* **ACTIVITY**
A word-for-word copy of the entries, with the images left out, is what you should write.

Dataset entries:
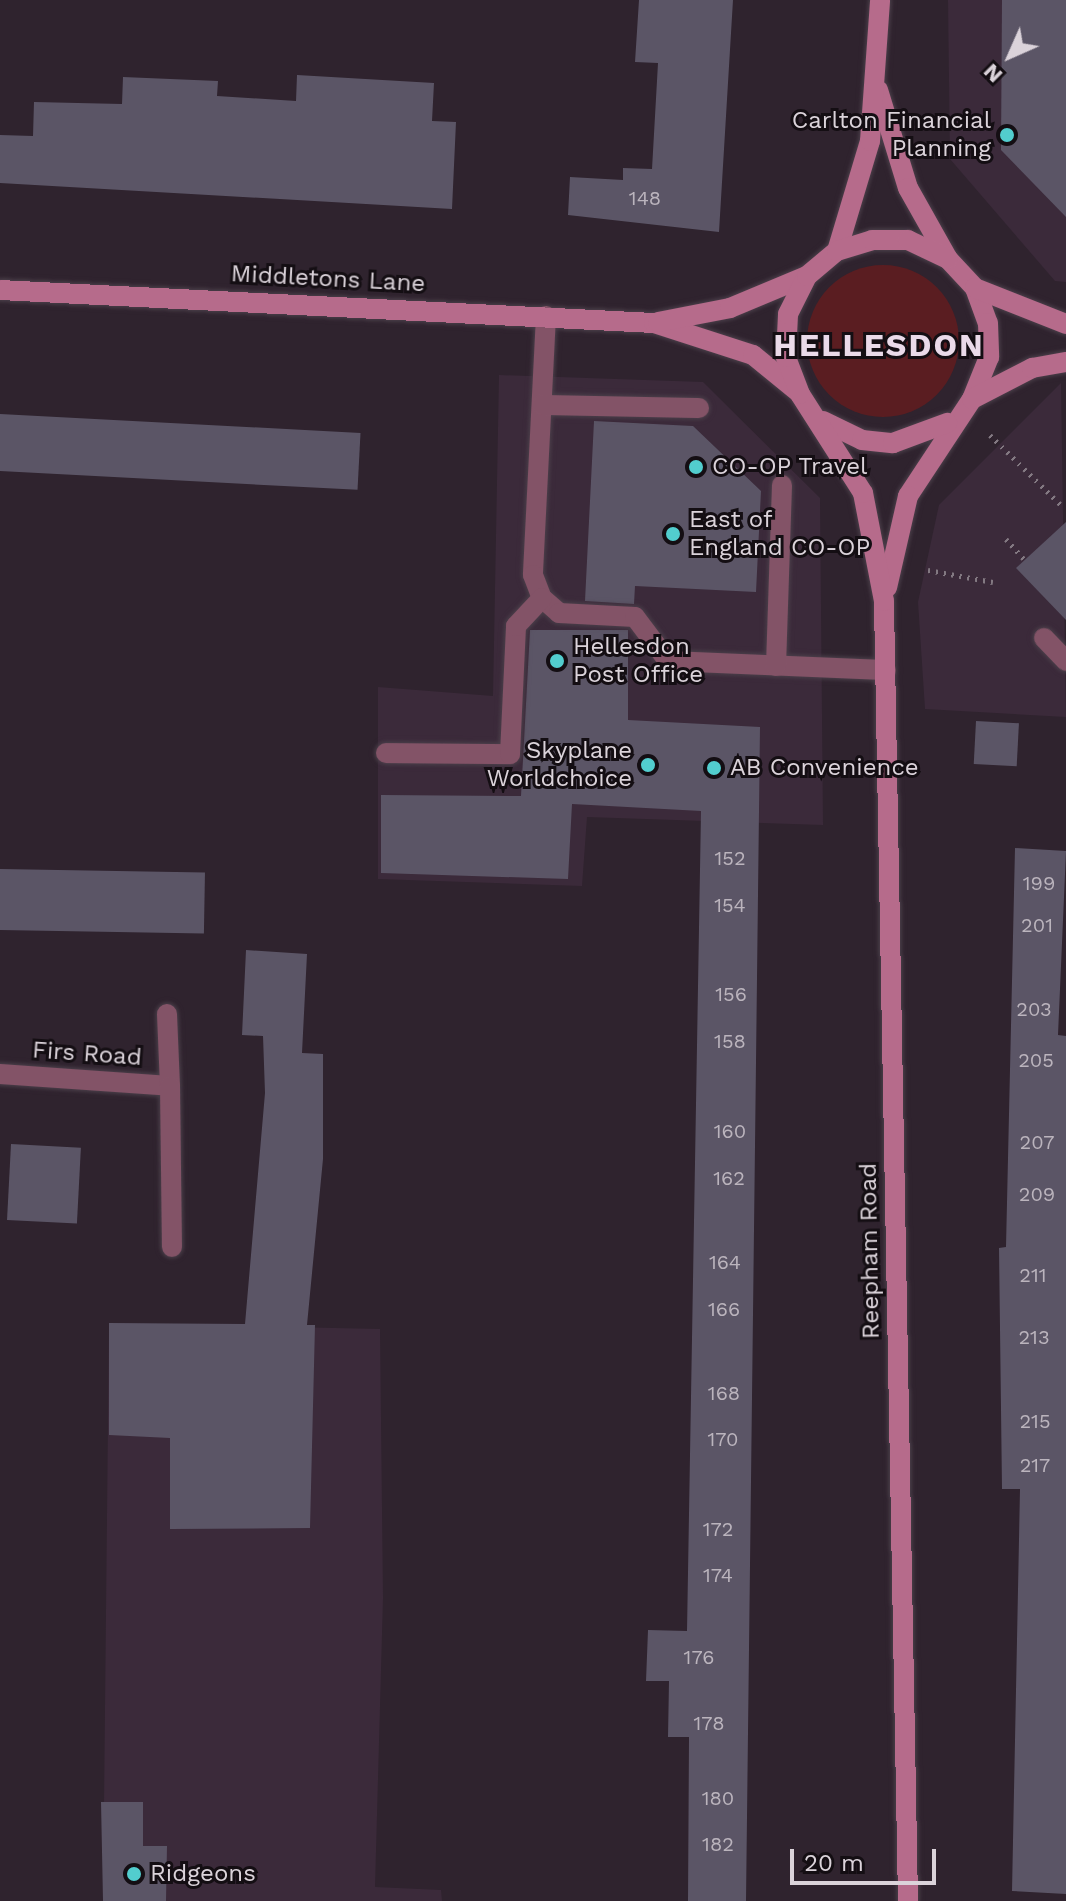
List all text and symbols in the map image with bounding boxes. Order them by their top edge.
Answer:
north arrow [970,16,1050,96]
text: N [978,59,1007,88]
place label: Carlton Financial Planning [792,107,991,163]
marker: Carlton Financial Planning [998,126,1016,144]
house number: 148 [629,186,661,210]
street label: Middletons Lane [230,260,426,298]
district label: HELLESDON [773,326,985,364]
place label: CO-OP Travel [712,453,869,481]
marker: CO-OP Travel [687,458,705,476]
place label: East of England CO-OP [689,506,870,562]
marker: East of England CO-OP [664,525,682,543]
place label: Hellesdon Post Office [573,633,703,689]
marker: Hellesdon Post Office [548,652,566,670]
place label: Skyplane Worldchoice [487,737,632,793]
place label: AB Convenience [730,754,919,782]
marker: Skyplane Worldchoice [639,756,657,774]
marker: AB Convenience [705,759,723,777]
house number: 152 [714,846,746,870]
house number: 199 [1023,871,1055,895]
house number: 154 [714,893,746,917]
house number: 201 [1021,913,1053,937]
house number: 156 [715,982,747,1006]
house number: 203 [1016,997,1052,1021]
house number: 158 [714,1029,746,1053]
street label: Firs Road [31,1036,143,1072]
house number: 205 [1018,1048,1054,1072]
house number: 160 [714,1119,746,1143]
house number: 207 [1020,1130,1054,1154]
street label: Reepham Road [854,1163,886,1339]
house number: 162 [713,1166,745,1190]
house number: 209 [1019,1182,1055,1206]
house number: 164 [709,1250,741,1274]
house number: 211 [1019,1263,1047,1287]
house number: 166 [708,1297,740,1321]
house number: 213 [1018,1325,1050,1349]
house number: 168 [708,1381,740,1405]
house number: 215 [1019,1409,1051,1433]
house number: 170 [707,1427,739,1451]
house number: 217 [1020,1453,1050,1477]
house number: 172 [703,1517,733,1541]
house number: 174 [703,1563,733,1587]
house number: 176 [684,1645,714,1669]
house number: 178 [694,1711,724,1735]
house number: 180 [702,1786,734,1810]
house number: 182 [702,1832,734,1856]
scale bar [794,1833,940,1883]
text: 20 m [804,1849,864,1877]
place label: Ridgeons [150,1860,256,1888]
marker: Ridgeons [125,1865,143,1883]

* **EXPECTED ANSWER**
List all text and symbols in the map image with bounding boxes. Order them by their top edge.
Answer:
north arrow [970,16,1050,96]
text: N [978,59,1007,88]
place label: Carlton Financial Planning [792,107,991,163]
marker: Carlton Financial Planning [998,126,1016,144]
house number: 148 [629,186,661,210]
street label: Middletons Lane [230,260,426,298]
district label: HELLESDON [773,326,985,364]
place label: CO-OP Travel [712,453,869,481]
marker: CO-OP Travel [687,458,705,476]
place label: East of England CO-OP [689,506,870,562]
marker: East of England CO-OP [664,525,682,543]
place label: Hellesdon Post Office [573,633,703,689]
marker: Hellesdon Post Office [548,652,566,670]
place label: Skyplane Worldchoice [487,737,632,793]
place label: AB Convenience [730,754,919,782]
marker: Skyplane Worldchoice [639,756,657,774]
marker: AB Convenience [705,759,723,777]
house number: 152 [714,846,746,870]
house number: 199 [1023,871,1055,895]
house number: 154 [714,893,746,917]
house number: 201 [1021,913,1053,937]
house number: 156 [715,982,747,1006]
house number: 203 [1016,997,1052,1021]
house number: 158 [714,1029,746,1053]
street label: Firs Road [31,1036,143,1072]
house number: 205 [1018,1048,1054,1072]
house number: 160 [714,1119,746,1143]
house number: 207 [1020,1130,1054,1154]
street label: Reepham Road [854,1163,886,1339]
house number: 162 [713,1166,745,1190]
house number: 209 [1019,1182,1055,1206]
house number: 164 [709,1250,741,1274]
house number: 211 [1019,1263,1047,1287]
house number: 166 [708,1297,740,1321]
house number: 213 [1018,1325,1050,1349]
house number: 168 [708,1381,740,1405]
house number: 215 [1019,1409,1051,1433]
house number: 170 [707,1427,739,1451]
house number: 217 [1020,1453,1050,1477]
house number: 172 [703,1517,733,1541]
house number: 174 [703,1563,733,1587]
house number: 176 [684,1645,714,1669]
house number: 178 [694,1711,724,1735]
house number: 180 [702,1786,734,1810]
house number: 182 [702,1832,734,1856]
scale bar [794,1833,940,1883]
text: 20 m [804,1849,864,1877]
place label: Ridgeons [150,1860,256,1888]
marker: Ridgeons [125,1865,143,1883]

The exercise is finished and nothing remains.